WHAT YOU NEED TO DO
Go through the records below line by line. Count the lines with "hand" and give the count alone.

__________

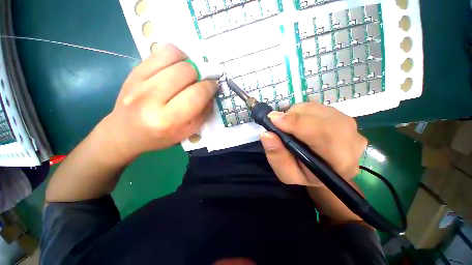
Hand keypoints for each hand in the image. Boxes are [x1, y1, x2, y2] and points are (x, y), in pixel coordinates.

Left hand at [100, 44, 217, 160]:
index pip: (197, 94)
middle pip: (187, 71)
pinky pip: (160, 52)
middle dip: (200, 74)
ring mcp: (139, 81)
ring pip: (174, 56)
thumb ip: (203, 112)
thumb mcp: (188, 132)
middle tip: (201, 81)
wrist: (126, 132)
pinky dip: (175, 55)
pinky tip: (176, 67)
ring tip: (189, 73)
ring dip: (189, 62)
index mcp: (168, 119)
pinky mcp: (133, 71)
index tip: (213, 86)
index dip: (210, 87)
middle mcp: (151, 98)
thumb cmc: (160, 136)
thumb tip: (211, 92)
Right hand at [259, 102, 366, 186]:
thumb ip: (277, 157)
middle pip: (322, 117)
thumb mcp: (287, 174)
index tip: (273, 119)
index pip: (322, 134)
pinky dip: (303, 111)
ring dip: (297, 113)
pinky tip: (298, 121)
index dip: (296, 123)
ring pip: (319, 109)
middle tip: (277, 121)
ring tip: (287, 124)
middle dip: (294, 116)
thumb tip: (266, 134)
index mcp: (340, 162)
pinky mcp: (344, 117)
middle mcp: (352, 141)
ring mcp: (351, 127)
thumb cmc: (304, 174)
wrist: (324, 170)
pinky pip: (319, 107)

__________

ANSWER BOX
3